The COVID-19 pandemic has created an environment that is, in many ways, counterintuitive to the customer experience as a whole. Clients are no longer taking in-person meetings and are reducing their spending due to financial hardships, while sales teams are forced to think outside the box and adapt to new working conditions. During times like these, it is more important than ever for business leaders to effectively support their teams, offering the inspiration and guidance needed to stay positive while also providing the tools and framework necessary to connect with customers or consumers.
The Importance of Strong Leadership
In times of crisis, business leaders must leverage their emotional intelligence to effectively guide their team to success. Emotional intelligence is all about managing our own emotions while meaningfully connecting with those around us. It can be divided into four main elements:
- Self-Awareness: The awareness of your emotions and reactions to a given situation.
- Self-Management: The ability to manage your emotions in a healthy and productive way.
- Social Awareness: Your capacity for empathy and ability to connect with others.
- Relationship Management: Your ability to influence, coach, and mentor others.

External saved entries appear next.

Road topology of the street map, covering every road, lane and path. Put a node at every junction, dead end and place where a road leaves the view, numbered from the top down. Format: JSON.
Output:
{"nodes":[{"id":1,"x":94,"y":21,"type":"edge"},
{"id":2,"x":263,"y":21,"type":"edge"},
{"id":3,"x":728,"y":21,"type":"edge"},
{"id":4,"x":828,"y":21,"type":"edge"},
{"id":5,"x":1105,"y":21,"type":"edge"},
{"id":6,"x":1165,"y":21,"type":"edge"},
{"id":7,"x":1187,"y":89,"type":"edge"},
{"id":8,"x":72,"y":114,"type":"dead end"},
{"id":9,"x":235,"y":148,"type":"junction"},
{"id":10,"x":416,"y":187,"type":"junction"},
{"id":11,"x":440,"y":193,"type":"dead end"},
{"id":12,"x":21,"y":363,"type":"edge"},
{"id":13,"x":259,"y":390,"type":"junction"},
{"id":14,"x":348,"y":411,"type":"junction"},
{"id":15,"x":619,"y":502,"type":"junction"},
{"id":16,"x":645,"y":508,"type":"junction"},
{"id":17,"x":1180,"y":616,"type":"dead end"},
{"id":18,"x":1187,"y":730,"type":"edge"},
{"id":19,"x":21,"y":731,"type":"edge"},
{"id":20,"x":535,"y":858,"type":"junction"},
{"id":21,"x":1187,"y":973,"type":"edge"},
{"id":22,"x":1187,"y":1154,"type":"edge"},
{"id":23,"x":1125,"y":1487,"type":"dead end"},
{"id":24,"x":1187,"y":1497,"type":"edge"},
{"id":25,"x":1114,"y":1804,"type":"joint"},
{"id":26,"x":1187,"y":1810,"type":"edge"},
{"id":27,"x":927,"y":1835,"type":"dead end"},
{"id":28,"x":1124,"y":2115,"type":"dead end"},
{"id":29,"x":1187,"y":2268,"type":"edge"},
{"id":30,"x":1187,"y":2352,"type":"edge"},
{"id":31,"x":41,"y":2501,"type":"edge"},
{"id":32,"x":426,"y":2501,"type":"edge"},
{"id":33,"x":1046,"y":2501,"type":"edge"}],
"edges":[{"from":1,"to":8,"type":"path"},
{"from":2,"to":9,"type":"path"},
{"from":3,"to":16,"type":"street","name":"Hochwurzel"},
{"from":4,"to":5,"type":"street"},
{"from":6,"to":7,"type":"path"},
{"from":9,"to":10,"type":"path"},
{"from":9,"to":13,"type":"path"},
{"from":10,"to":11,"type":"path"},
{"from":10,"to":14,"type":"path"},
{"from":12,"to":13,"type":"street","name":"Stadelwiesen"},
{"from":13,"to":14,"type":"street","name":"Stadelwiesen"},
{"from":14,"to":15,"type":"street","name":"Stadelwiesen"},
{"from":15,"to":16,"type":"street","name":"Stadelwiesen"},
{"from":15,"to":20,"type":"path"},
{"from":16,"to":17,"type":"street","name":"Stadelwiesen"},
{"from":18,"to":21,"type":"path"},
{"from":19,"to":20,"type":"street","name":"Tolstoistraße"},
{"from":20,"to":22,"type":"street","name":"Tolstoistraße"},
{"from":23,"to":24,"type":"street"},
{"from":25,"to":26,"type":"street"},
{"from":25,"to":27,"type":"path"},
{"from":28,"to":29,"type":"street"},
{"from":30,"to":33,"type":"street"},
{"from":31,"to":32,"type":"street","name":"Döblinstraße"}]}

No matter the situation, your team looks to you for guidance. This is why emotional intelligence is so important: even if you are in the middle of a crisis, if people see that you’re calm, they will stay calm too. As such, it is essential to be conscious of how you react to the current situation, and most importantly, not be “tone deaf” to what others around you are saying, as it is a significant influence on those around you.
The Advantage of Digital Tools
Following the immediate impact of the COVID-19 pandemic, businesses saw their digital transformation plans kicked into overdrive as they aimed to stay competitive during the most significant business disruption of recent history. However, many companies are now cutting their spending altogether, including their digital transformation budgets.
Understandably, businesses are reducing spending during the recession, with 52% of HR leaders claiming their organizations will continue to operate at reduced levels due to the pandemic. Yet, we mustn’t sacrifice innovation for the sake of keeping things “safe.” The wide range of digital tools now at our disposal were essential for recovering from the short-term effects of COVID-19, and with customer engagement and productivity being more crucial than ever right now, these tools are necessary for our success going forward as well.
The Value of Agility
One of the key benefits of the new digital tools we’ve steadily adopted during the COVID-19 crisis has been a renewed sense of agility and adaptability. Something that’s become apparent is that more companies need to have systems in place to guarantee that CX isn’t disrupted, even during unforeseen disruptions. To achieve this, agility isn’t just beneficial, it’s necessary.
For those looking to adapt an agile approach to CX, the NICE Customer Experience Framework is generally the best option. Highly adaptable and entirely cloud-based, it allows businesses to meet sudden changes in business demands while providing a high-quality omnichannel experience. The NICE platform is defined by three key pillars:
- Agile Service: Flexible customer service delivered through a cloud-native CX platform.
- Agile Workforce: The people behind the customer experience, the NICE platform empowers them by motivating, rewarding, and engaging them in their duties.
- Agile Insights: The data-driven guidance that makes agile CX possible, offering the means to gather and analyze all available information to make better decisions.
The Unforeseen Impact of the Crisis
While it’s easy to focus on the immediate effects of the COVID-19 crisis, it is worth remembering that we still don’t truly know what a post-COVID world will look like. Something that many experts have pointed out is that, during times of great crisis, society as a whole tends to undergo massive changes. However, many of these changes were difficult to anticipate in the moment that they occurred. Similarly, it’s hard to say what the long term impact of the pandemic will be, but it is evident that even when it ends, we won’t simply be returning to “normal”
That said, it’s the business leaders who know there is not a “normal” to return to, or who will ultimately succeed. They are the ones who will have the foresight necessary to pivot, innovate, and transform in the face of this disruption, making the most of the opportunities that have presented themselves. Things will likely never be the same again, so rather than run from these changes, we need to embrace them and guide our teams with confidence and purpose.